- _TASK PROMPT_:
Tell how many lines of the data below have the string "lane" in them. Say nothing more.

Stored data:
========
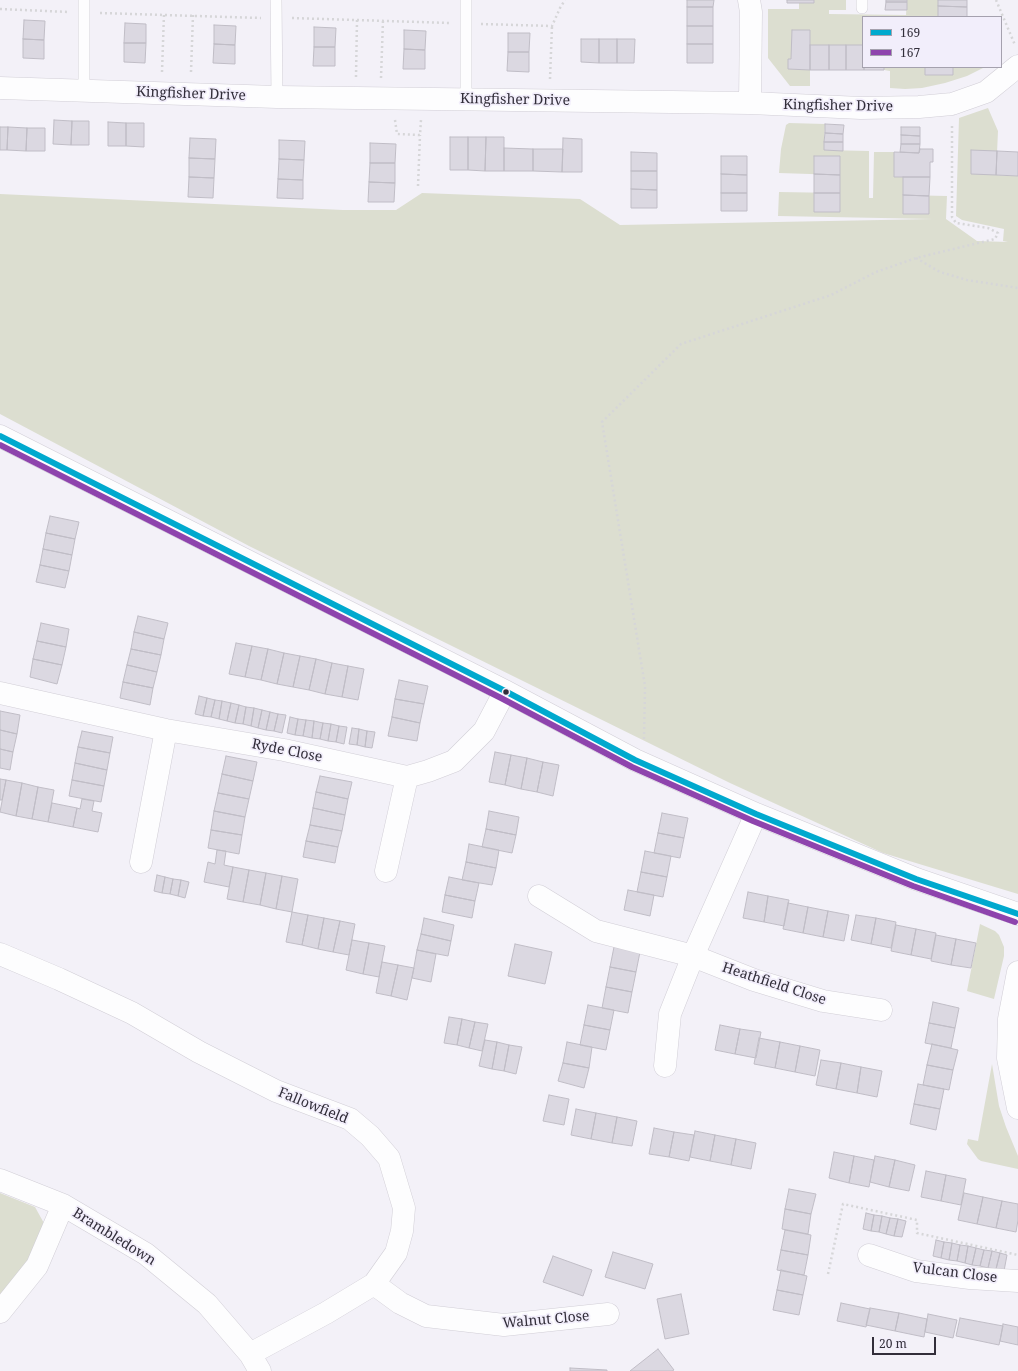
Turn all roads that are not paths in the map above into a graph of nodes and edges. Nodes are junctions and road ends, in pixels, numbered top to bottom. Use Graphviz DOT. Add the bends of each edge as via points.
graph roads {
  1 [pos="84,0"];
  2 [pos="276,0"];
  3 [pos="466,0"];
  4 [pos="749,0"];
  5 [pos="1018,66"];
  6 [pos="0,88"];
  7 [pos="84,91"];
  8 [pos="277,97"];
  9 [pos="466,99"];
  10 [pos="750,103"];
  11 [pos="0,436"];
  12 [pos="504,691"];
  13 [pos="0,693"];
  14 [pos="166,730"];
  15 [pos="407,777"];
  16 [pos="756,814"];
  17 [pos="141,862"];
  18 [pos="386,871"];
  19 [pos="539,896"];
  20 [pos="1018,914"];
  21 [pos="0,954"];
  22 [pos="693,956"];
  23 [pos="1018,972"];
  24 [pos="881,1010"];
  25 [pos="665,1066"];
  26 [pos="1017,1101"];
  27 [pos="0,1180"];
  28 [pos="63,1205"];
  29 [pos="869,1255"];
  30 [pos="1018,1281"];
  31 [pos="374,1284"];
  32 [pos="0,1312"];
  33 [pos="608,1314"];
  34 [pos="255,1362"];
  1 -- 7 [label="lane"];
  2 -- 8 [label="lane"];
  3 -- 9 [label="lane"];
  4 -- 10 [label="street"];
  5 -- 10 [label="street, Kingfisher Drive" via="986,92 952,104 861,108"];
  6 -- 7 [label="street, Kingfisher Drive"];
  7 -- 8 [label="street, Kingfisher Drive"];
  8 -- 9 [label="street, Kingfisher Drive"];
  9 -- 10 [label="street, Kingfisher Drive"];
  11 -- 12 [label="street"];
  12 -- 15 [label="street, Ryde Close" via="484,731 454,762"];
  12 -- 16 [label="street" via="635,760"];
  13 -- 14 [label="street, Ryde Close"];
  14 -- 15 [label="street, Ryde Close" via="284,750"];
  14 -- 17 [label="street"];
  15 -- 18 [label="street"];
  16 -- 20 [label="street" via="916,879"];
  16 -- 22 [label="street"];
  19 -- 22 [label="street, Heathfield Close" via="596,931"];
  21 -- 31 [label="street, Fallowfield" via="132,1012 199,1052 276,1091 350,1120 370,1136 389,1158 404,1208 402,1231 396,1253"];
  22 -- 24 [label="street, Heathfield Close" via="754,980 823,1001"];
  22 -- 25 [label="street" via="670,1014"];
  23 -- 26 [label="street" via="1009,1019 1008,1058"];
  27 -- 28 [label="street, Brambledown"];
  28 -- 32 [label="street" via="36,1266"];
  28 -- 34 [label="street, Brambledown" via="146,1254 207,1304"];
  29 -- 30 [label="street, Vulcan Close" via="916,1271"];
  31 -- 33 [label="street, Walnut Close" via="400,1303 426,1316 504,1325"];
  31 -- 34 [label="street, Fallowfield" via="326,1313"];
}
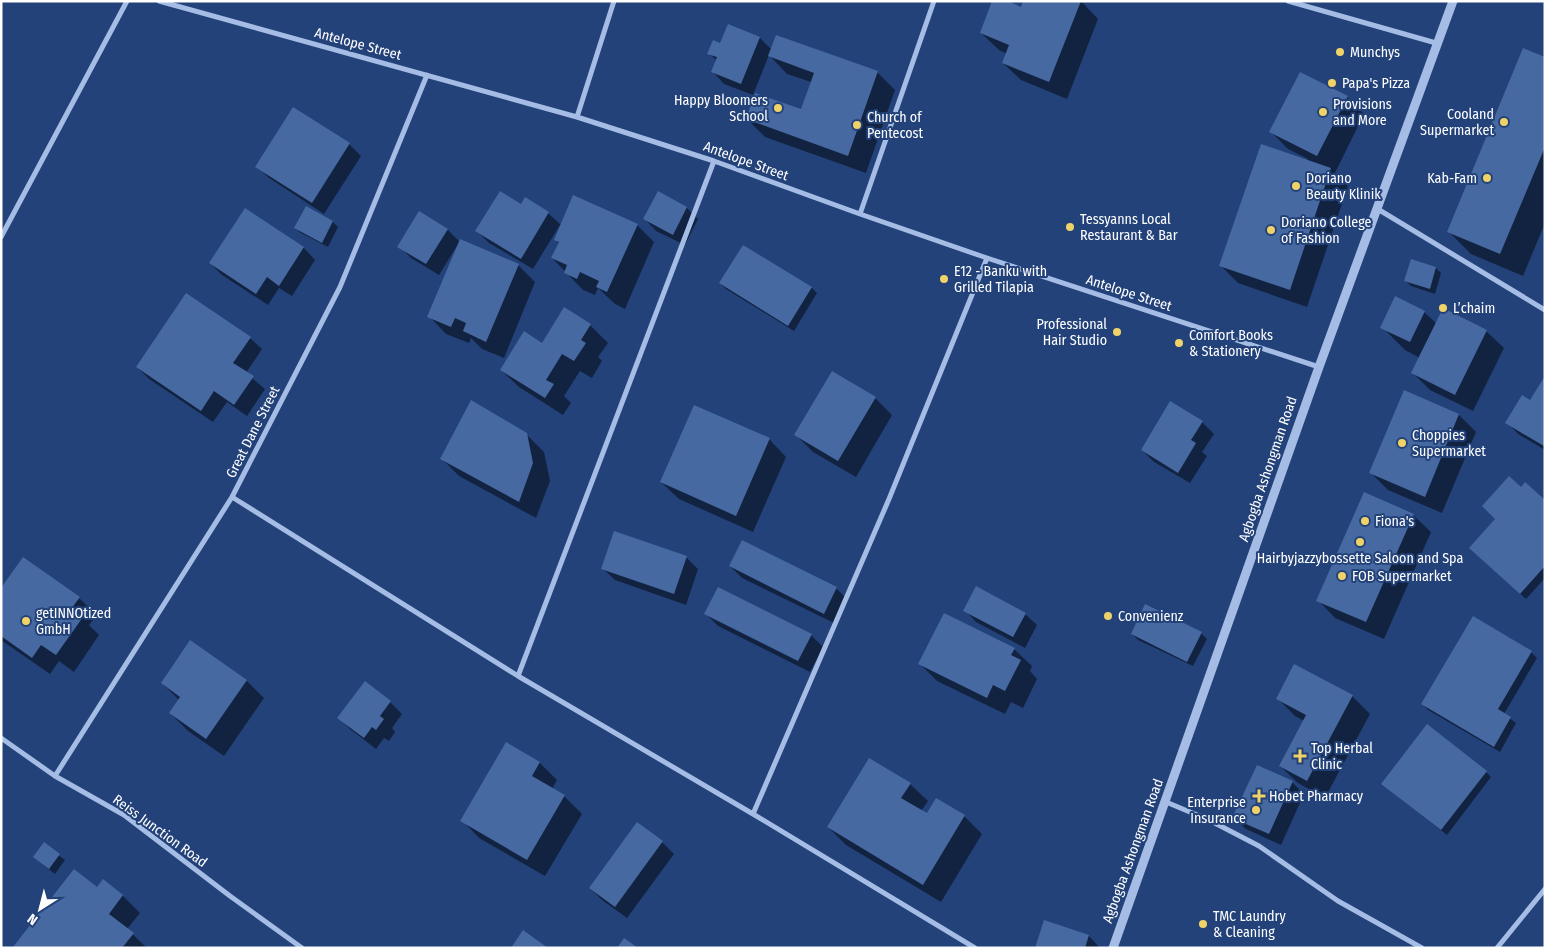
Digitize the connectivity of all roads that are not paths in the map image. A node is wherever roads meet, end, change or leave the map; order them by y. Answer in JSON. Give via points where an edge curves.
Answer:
{"nodes":[{"id":1,"x":126,"y":1,"type":"edge"},
{"id":2,"x":159,"y":1,"type":"edge"},
{"id":3,"x":614,"y":1,"type":"edge"},
{"id":4,"x":934,"y":1,"type":"edge"},
{"id":5,"x":1288,"y":1,"type":"edge"},
{"id":6,"x":1453,"y":1,"type":"edge"},
{"id":7,"x":1436,"y":43,"type":"junction"},
{"id":8,"x":427,"y":75,"type":"junction"},
{"id":9,"x":577,"y":117,"type":"junction"},
{"id":10,"x":714,"y":161,"type":"junction"},
{"id":11,"x":1376,"y":208,"type":"junction"},
{"id":12,"x":860,"y":214,"type":"junction"},
{"id":13,"x":1,"y":237,"type":"edge"},
{"id":14,"x":987,"y":258,"type":"junction"},
{"id":15,"x":1545,"y":310,"type":"edge"},
{"id":16,"x":1319,"y":366,"type":"junction"},
{"id":17,"x":232,"y":497,"type":"junction"},
{"id":18,"x":518,"y":676,"type":"junction"},
{"id":19,"x":1,"y":738,"type":"edge"},
{"id":20,"x":55,"y":776,"type":"junction"},
{"id":21,"x":1166,"y":802,"type":"junction"},
{"id":22,"x":753,"y":814,"type":"junction"},
{"id":23,"x":1545,"y":889,"type":"edge"},
{"id":24,"x":302,"y":948,"type":"edge"},
{"id":25,"x":975,"y":948,"type":"edge"},
{"id":26,"x":1113,"y":948,"type":"edge"},
{"id":27,"x":1422,"y":948,"type":"edge"},
{"id":28,"x":1497,"y":948,"type":"edge"}],
"edges":[{"from":1,"to":13,"type":"street"},
{"from":2,"to":8,"type":"street","name":"Antelope Street"},
{"from":3,"to":9,"type":"street"},
{"from":4,"to":12,"type":"street"},
{"from":5,"to":7,"type":"street"},
{"from":6,"to":7,"type":"street","name":"Agbogba Ashongman Road"},
{"from":7,"to":11,"type":"street","name":"Agbogba Ashongman Road"},
{"from":8,"to":9,"type":"street","name":"Antelope Street"},
{"from":8,"to":17,"type":"street","name":"Great Dane Street","via":[[340,287]]},
{"from":9,"to":10,"type":"street","name":"Antelope Street"},
{"from":10,"to":12,"type":"street","name":"Antelope Street"},
{"from":10,"to":18,"type":"street"},
{"from":11,"to":15,"type":"street"},
{"from":11,"to":16,"type":"street","name":"Agbogba Ashongman Road"},
{"from":12,"to":14,"type":"street","name":"Antelope Street"},
{"from":14,"to":16,"type":"street","name":"Antelope Street"},
{"from":14,"to":22,"type":"street"},
{"from":16,"to":21,"type":"street","name":"Agbogba Ashongman Road"},
{"from":17,"to":18,"type":"street"},
{"from":17,"to":20,"type":"street","name":"Great Dane Street"},
{"from":18,"to":22,"type":"street"},
{"from":19,"to":20,"type":"street","name":"Reiss Junction Road"},
{"from":20,"to":24,"type":"street","name":"Reiss Junction Road","via":[[124,815]]},
{"from":21,"to":26,"type":"street","name":"Agbogba Ashongman Road"},
{"from":21,"to":27,"type":"street","via":[[1259,846],[1338,901]]},
{"from":22,"to":25,"type":"street"},
{"from":23,"to":28,"type":"street"}]}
========
- _ANSWER SPACE_:
3